2018-07-16 06:53:34 [INFO] Running script verify-deploy
2018-07-16 06:53:35 [INFO] /ubuntu/
artful-backports/
artful-proposed/
artful-security/
artful-updates/
artful/
bionic-backports/
bionic-proposed/
bionic-security/
bionic-updates/
bionic/
[...]
2018-07-16 06:53:35 [INFO] Completed script verify-deploy in 0s (0.31s)
We keep track of each Archive Mirror deployment that we manage with stages embedded in the root of the Mojo spec directory. These stages are nothing more than sub-directories that Mojo looks out for. Under each stage is the information used by each Mojo phase.
The directory layout looks a little something like this:
mojo-archive-mirror-spec # repository root.
├── manifest # the manifest script, this is what mojo run is looking for.
└── production
├── collect # Contains the list of charms that the collect phase will download.
├── haproxy-services.yaml
├── relations # Specifies the contracts between each service.
└── services # Details how each service should be configured.
Mojo uses this approach when sourcing local significant configuration.

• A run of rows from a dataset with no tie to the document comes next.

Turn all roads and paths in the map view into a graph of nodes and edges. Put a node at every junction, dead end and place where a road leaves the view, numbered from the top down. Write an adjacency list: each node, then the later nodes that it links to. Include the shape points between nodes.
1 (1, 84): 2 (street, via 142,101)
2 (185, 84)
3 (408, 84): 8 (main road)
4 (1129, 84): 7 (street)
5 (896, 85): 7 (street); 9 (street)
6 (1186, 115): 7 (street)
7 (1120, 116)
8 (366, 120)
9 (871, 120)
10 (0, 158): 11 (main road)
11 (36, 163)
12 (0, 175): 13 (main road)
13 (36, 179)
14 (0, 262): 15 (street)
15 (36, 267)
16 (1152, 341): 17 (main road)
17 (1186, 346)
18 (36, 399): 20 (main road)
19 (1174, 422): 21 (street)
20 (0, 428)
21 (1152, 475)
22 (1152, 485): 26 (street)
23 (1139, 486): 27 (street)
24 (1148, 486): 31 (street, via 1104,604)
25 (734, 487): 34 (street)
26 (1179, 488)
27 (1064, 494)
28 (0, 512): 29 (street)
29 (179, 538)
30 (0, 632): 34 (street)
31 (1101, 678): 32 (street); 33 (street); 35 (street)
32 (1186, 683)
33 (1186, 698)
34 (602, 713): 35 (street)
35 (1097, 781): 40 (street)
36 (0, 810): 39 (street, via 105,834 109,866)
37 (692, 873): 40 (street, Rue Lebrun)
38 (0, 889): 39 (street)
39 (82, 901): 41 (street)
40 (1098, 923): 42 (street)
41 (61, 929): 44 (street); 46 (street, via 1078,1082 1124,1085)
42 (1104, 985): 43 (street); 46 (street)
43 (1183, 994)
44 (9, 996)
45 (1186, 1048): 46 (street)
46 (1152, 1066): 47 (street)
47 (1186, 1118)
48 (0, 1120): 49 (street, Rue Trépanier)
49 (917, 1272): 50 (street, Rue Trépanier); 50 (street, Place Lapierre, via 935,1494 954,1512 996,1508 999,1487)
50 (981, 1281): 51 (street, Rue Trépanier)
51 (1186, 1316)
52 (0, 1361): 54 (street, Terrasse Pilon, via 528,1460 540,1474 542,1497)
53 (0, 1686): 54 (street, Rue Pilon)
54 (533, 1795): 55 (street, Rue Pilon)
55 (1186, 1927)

This comes in handy when you want to do something like configure a service with dummy credentials for the CI deployment. If we wanted to add a new stage, like ci to the list of deployments we manage, we only need to create a new directory and populate the required files:
mojo-archive-mirror-spec
├── manifest
└── production
├── collect
[...]
└── ci
├── collect
Any changes made to the Archive Mirror specification are tested. Our testing environment is a mixture of technologies: Jenkins, Openstack, Mojo and Juju. The testing procedure is broken down as follows:
- Jenkins job pulls the latest Mojo specification from version control.
- A new juju model is created for the revision of the specification. The model is deployed into one of our private OpenStack clouds.
- The Jenkins script then executes a Mojo run which deploys the Archive Mirror service to the new Juju model.
- Jenkins monitors the progress and provides feedback on any errors.
This process gives us assurance that the changes we have made are deployable albeit only within an Openstack context.
Closing Comments
So far our current solution has worked well. The time taken for an SRE to redeploy an Archive Mirror environment is under an hour. If an environment is sick and we start receiving alerts we can be confident that if all else fails, and troubleshooting is taking too long, we can destroy the environment and redeploy a fresh baseline. The process is as simple as failing over DNS, recreating the Juju model, running Mojo, and configuring DNS and monitoring.